● WHAT TO WORK ON: From the entries that follow, copy every line with the word "Albeni".

● EXTRACTED MATERIAL:

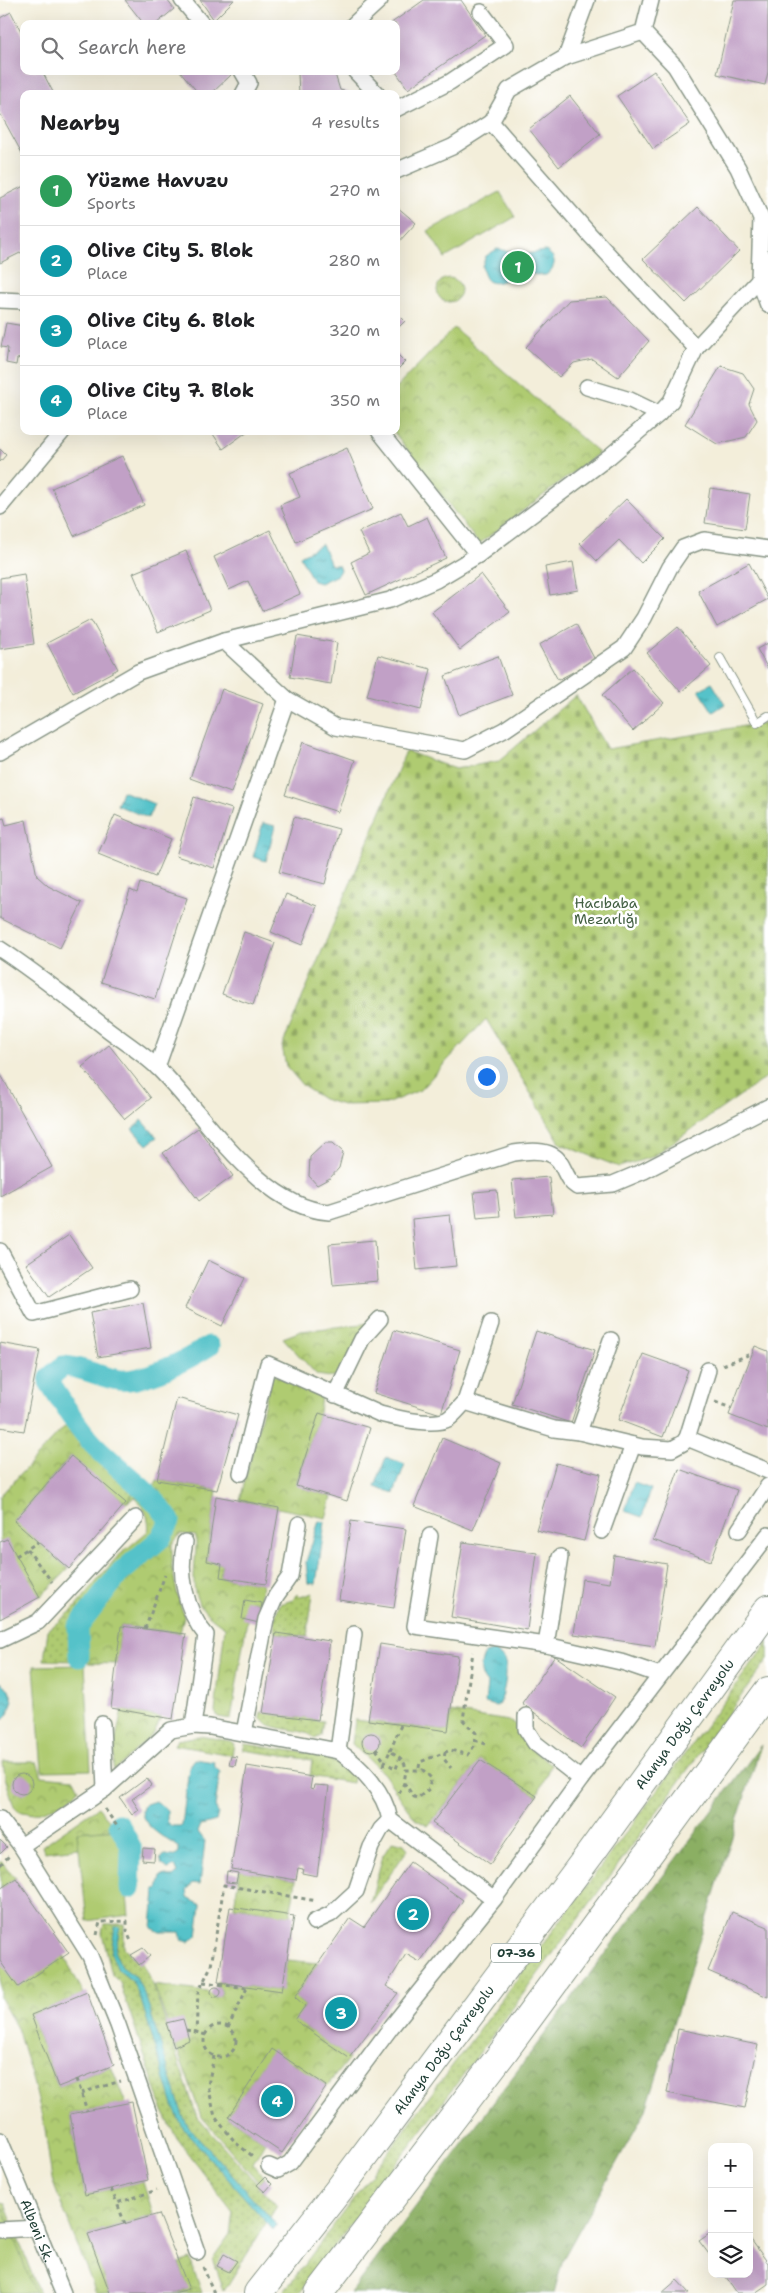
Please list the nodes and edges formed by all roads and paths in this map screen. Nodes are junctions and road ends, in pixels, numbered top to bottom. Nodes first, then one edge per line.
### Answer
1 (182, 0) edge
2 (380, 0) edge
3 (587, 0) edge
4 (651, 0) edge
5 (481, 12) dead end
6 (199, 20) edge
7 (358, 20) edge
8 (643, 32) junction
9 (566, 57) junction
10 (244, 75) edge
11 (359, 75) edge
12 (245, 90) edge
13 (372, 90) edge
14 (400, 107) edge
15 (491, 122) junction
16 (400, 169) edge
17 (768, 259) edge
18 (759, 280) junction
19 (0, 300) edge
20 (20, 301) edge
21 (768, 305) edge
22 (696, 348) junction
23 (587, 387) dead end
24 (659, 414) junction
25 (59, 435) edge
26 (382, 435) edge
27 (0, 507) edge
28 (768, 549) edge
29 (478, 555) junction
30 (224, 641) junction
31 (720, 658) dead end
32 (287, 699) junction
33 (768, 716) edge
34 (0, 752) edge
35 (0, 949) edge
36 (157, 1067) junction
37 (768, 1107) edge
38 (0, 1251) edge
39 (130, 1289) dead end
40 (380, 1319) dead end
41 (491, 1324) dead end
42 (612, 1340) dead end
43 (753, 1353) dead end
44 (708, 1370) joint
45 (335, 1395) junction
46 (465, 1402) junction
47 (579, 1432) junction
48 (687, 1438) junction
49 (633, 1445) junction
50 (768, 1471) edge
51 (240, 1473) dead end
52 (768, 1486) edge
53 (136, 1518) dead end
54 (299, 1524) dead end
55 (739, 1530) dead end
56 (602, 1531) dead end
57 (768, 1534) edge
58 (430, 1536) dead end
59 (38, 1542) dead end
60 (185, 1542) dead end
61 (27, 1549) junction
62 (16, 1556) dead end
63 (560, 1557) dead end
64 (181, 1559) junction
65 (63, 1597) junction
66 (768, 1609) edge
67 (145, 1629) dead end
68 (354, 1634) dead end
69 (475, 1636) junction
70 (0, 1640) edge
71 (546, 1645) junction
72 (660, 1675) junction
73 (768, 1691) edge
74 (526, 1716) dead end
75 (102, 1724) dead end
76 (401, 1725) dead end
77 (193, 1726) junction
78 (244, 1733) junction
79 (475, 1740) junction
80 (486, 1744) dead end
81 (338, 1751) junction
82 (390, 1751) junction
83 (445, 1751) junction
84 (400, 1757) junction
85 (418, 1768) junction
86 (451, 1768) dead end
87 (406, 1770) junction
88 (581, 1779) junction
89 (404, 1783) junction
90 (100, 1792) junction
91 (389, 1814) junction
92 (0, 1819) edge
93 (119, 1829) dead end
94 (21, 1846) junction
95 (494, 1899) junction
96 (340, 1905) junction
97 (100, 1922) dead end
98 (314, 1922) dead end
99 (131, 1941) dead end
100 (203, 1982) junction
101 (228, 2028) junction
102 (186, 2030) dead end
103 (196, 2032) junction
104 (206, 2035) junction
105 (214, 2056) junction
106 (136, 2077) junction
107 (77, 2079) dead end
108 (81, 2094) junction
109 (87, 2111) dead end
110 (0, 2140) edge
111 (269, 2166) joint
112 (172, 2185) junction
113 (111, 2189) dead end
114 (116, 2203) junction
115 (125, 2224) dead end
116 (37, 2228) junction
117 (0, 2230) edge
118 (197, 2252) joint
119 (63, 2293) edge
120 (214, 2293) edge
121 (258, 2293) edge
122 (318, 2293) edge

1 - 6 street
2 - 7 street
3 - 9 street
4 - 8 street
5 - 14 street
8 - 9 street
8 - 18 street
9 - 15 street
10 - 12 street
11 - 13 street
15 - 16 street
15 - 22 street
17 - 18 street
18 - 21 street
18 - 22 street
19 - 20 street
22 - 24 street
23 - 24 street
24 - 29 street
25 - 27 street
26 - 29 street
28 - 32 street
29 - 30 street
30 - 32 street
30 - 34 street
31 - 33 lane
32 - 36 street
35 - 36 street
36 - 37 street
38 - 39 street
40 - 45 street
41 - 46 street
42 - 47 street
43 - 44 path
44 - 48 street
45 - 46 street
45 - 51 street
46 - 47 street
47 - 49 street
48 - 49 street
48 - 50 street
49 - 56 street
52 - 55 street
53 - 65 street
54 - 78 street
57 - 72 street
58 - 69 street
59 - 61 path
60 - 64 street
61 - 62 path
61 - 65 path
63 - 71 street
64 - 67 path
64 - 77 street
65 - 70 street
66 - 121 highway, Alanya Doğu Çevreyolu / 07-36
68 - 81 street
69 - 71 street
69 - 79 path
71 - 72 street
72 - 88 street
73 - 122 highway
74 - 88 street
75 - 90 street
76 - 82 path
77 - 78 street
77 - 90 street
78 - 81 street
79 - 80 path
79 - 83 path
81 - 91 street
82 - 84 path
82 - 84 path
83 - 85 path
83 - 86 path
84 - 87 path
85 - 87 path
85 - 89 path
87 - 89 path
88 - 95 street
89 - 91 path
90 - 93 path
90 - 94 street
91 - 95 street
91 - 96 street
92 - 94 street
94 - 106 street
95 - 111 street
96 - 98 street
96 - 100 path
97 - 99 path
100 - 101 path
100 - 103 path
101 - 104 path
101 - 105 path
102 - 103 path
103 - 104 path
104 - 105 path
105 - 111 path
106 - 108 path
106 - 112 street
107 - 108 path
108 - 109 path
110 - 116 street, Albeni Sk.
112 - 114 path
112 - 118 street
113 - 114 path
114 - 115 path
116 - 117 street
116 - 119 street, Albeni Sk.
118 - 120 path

● THE ANSWER:
110 - 116 street, Albeni Sk.
116 - 119 street, Albeni Sk.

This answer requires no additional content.